» What you need to do: Leave the images out and repeat the data exactly as given.

» The data:
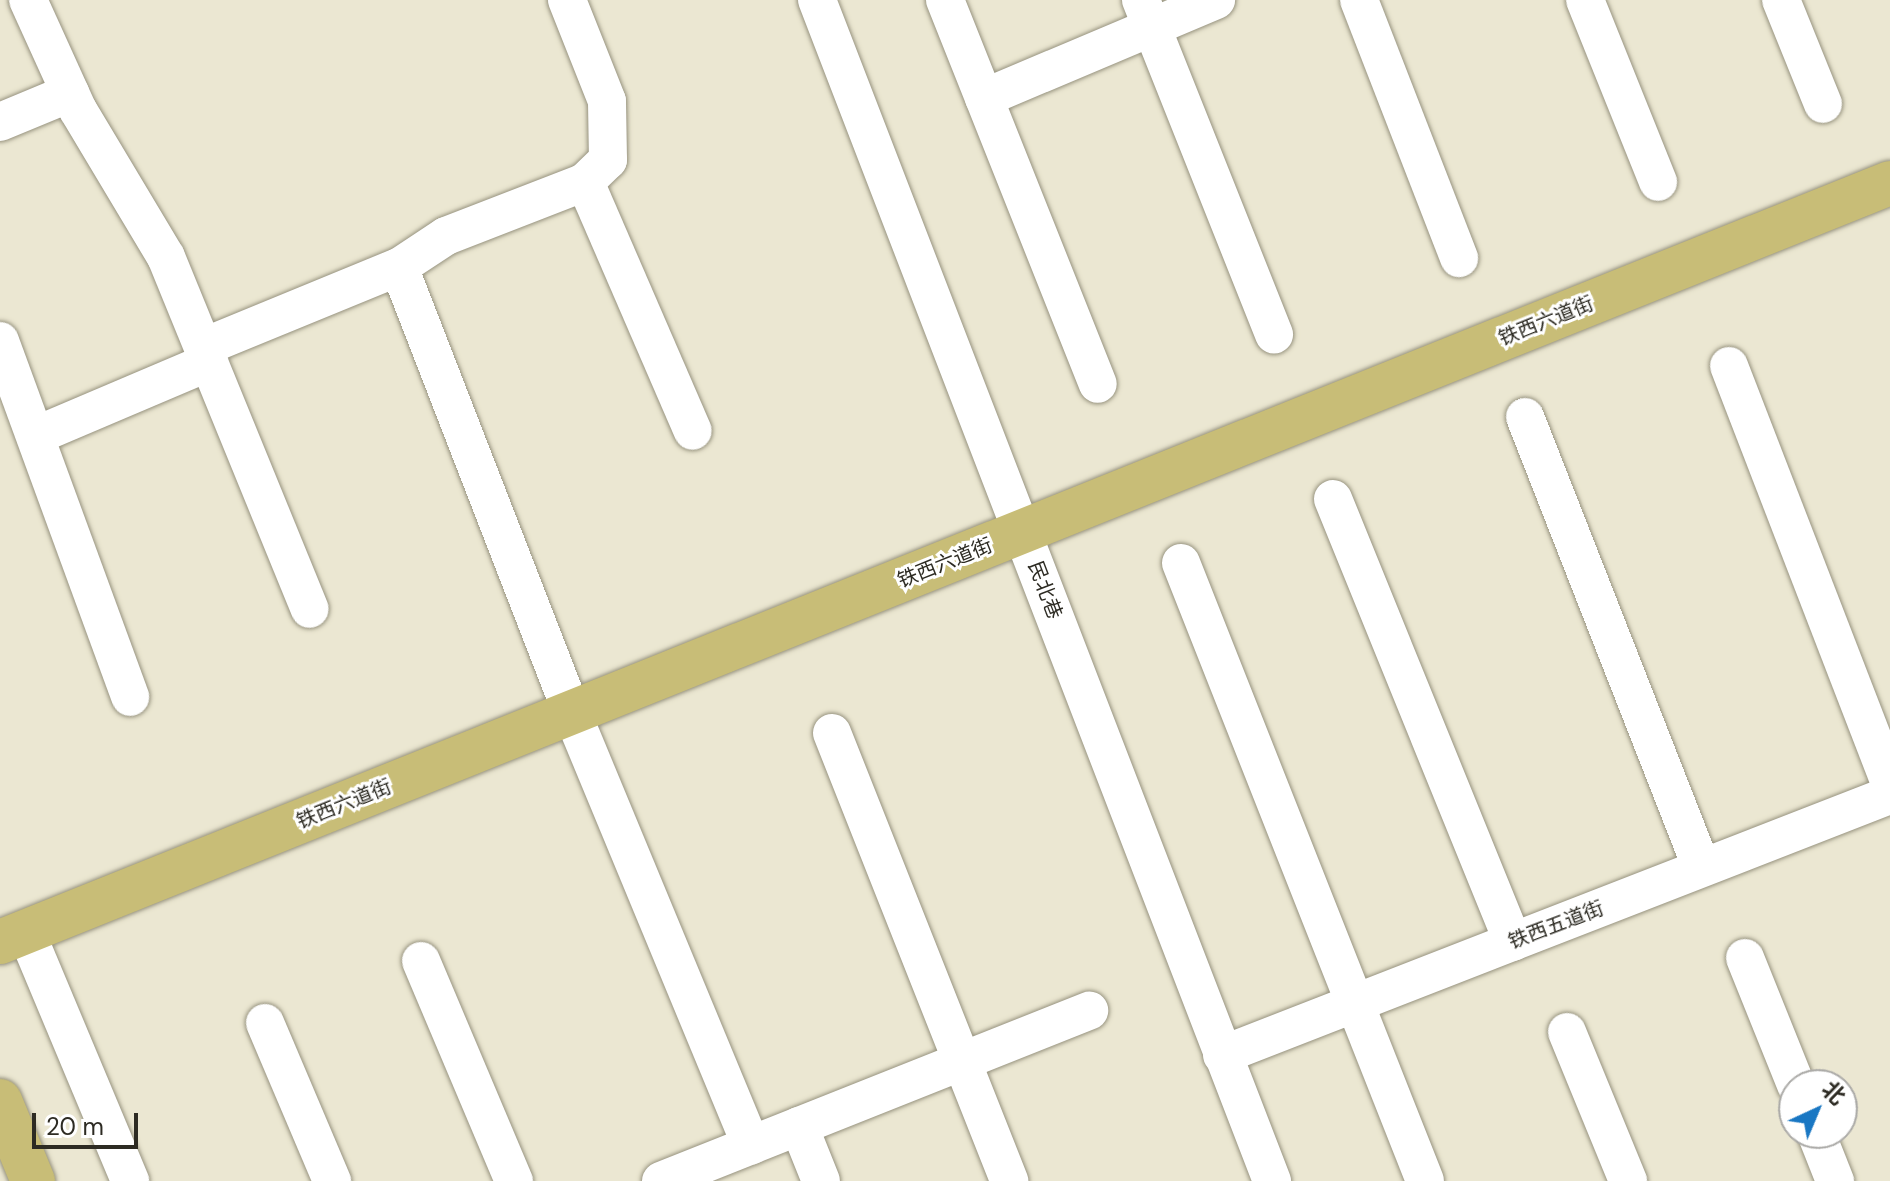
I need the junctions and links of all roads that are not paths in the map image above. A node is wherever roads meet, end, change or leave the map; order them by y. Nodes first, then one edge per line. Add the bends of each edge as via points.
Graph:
1 (28, 0) edge
2 (567, 0) edge
3 (817, 0) edge
4 (945, 0) edge
5 (1216, 0) edge
6 (1359, 0) edge
7 (1585, 0) edge
8 (1781, 0) edge
9 (1146, 13) edge
10 (70, 93) junction
11 (984, 98) junction
12 (1823, 104) dead end
13 (0, 122) edge
14 (585, 182) junction
15 (1658, 182) dead end
16 (1890, 183) edge
17 (1459, 258) dead end
18 (399, 267) junction
19 (1274, 334) dead end
20 (0, 341) edge
21 (208, 354) junction
22 (1729, 366) dead end
23 (1098, 384) dead end
24 (1525, 417) dead end
25 (693, 431) dead end
26 (37, 435) junction
27 (1333, 499) dead end
28 (1023, 532) junction
29 (1181, 563) dead end
30 (310, 609) dead end
31 (130, 697) dead end
32 (572, 713) junction
33 (832, 733) dead end
34 (1890, 784) edge
35 (1890, 795) edge
36 (1702, 868) junction
37 (13, 937) edge
38 (1513, 942) junction
39 (1745, 958) dead end
40 (421, 961) dead end
41 (1353, 1005) junction
42 (1089, 1011) dead end
43 (265, 1023) dead end
44 (1567, 1032) dead end
45 (1222, 1055) junction
46 (960, 1062) junction
47 (1790, 1069) edge
48 (0, 1101) edge
49 (799, 1126) junction
50 (751, 1145) junction
51 (1822, 1149) edge
52 (33, 1181) edge
53 (130, 1181) edge
54 (332, 1181) edge
55 (514, 1181) edge
56 (664, 1181) edge
57 (821, 1181) edge
58 (1009, 1181) edge
59 (1272, 1181) edge
60 (1425, 1181) edge
61 (1628, 1181) edge
62 (1835, 1181) edge

1 - 10 street
2 - 14 street via 607,101 608,160
3 - 28 street, 民北巷
4 - 11 street
5 - 9 street
6 - 17 street
7 - 15 street
8 - 12 street
9 - 11 street
9 - 19 street
10 - 13 street
10 - 21 street via 166,257
11 - 23 street
14 - 18 street via 446,236
14 - 25 street
16 - 28 main road, 铁西六道街
18 - 21 street
18 - 32 street
20 - 26 street
21 - 26 street
21 - 30 street
22 - 34 street
24 - 36 street
26 - 31 street
27 - 38 street
28 - 32 main road, 铁西六道街
28 - 45 street, 民北巷
29 - 41 street
32 - 37 main road, 铁西六道街
32 - 50 street
33 - 46 street
35 - 36 street, 铁西五道街
36 - 38 street, 铁西五道街
37 - 53 street
38 - 41 street, 铁西五道街
39 - 47 street
40 - 55 street
41 - 45 street, 铁西五道街
41 - 60 street
42 - 46 street
43 - 54 street
44 - 61 street
45 - 59 street, 民北巷
46 - 49 street
46 - 58 street
48 - 52 main road
49 - 50 street
49 - 57 street
50 - 56 street
51 - 62 street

» Written response:
I need the junctions and links of all roads that are not paths in the map image above. A node is wherever roads meet, end, change or leave the map; order them by y. Nodes first, then one edge per line. Add the bends of each edge as via points.
Graph:
1 (28, 0) edge
2 (567, 0) edge
3 (817, 0) edge
4 (945, 0) edge
5 (1216, 0) edge
6 (1359, 0) edge
7 (1585, 0) edge
8 (1781, 0) edge
9 (1146, 13) edge
10 (70, 93) junction
11 (984, 98) junction
12 (1823, 104) dead end
13 (0, 122) edge
14 (585, 182) junction
15 (1658, 182) dead end
16 (1890, 183) edge
17 (1459, 258) dead end
18 (399, 267) junction
19 (1274, 334) dead end
20 (0, 341) edge
21 (208, 354) junction
22 (1729, 366) dead end
23 (1098, 384) dead end
24 (1525, 417) dead end
25 (693, 431) dead end
26 (37, 435) junction
27 (1333, 499) dead end
28 (1023, 532) junction
29 (1181, 563) dead end
30 (310, 609) dead end
31 (130, 697) dead end
32 (572, 713) junction
33 (832, 733) dead end
34 (1890, 784) edge
35 (1890, 795) edge
36 (1702, 868) junction
37 (13, 937) edge
38 (1513, 942) junction
39 (1745, 958) dead end
40 (421, 961) dead end
41 (1353, 1005) junction
42 (1089, 1011) dead end
43 (265, 1023) dead end
44 (1567, 1032) dead end
45 (1222, 1055) junction
46 (960, 1062) junction
47 (1790, 1069) edge
48 (0, 1101) edge
49 (799, 1126) junction
50 (751, 1145) junction
51 (1822, 1149) edge
52 (33, 1181) edge
53 (130, 1181) edge
54 (332, 1181) edge
55 (514, 1181) edge
56 (664, 1181) edge
57 (821, 1181) edge
58 (1009, 1181) edge
59 (1272, 1181) edge
60 (1425, 1181) edge
61 (1628, 1181) edge
62 (1835, 1181) edge

1 - 10 street
2 - 14 street via 607,101 608,160
3 - 28 street, 民北巷
4 - 11 street
5 - 9 street
6 - 17 street
7 - 15 street
8 - 12 street
9 - 11 street
9 - 19 street
10 - 13 street
10 - 21 street via 166,257
11 - 23 street
14 - 18 street via 446,236
14 - 25 street
16 - 28 main road, 铁西六道街
18 - 21 street
18 - 32 street
20 - 26 street
21 - 26 street
21 - 30 street
22 - 34 street
24 - 36 street
26 - 31 street
27 - 38 street
28 - 32 main road, 铁西六道街
28 - 45 street, 民北巷
29 - 41 street
32 - 37 main road, 铁西六道街
32 - 50 street
33 - 46 street
35 - 36 street, 铁西五道街
36 - 38 street, 铁西五道街
37 - 53 street
38 - 41 street, 铁西五道街
39 - 47 street
40 - 55 street
41 - 45 street, 铁西五道街
41 - 60 street
42 - 46 street
43 - 54 street
44 - 61 street
45 - 59 street, 民北巷
46 - 49 street
46 - 58 street
48 - 52 main road
49 - 50 street
49 - 57 street
50 - 56 street
51 - 62 street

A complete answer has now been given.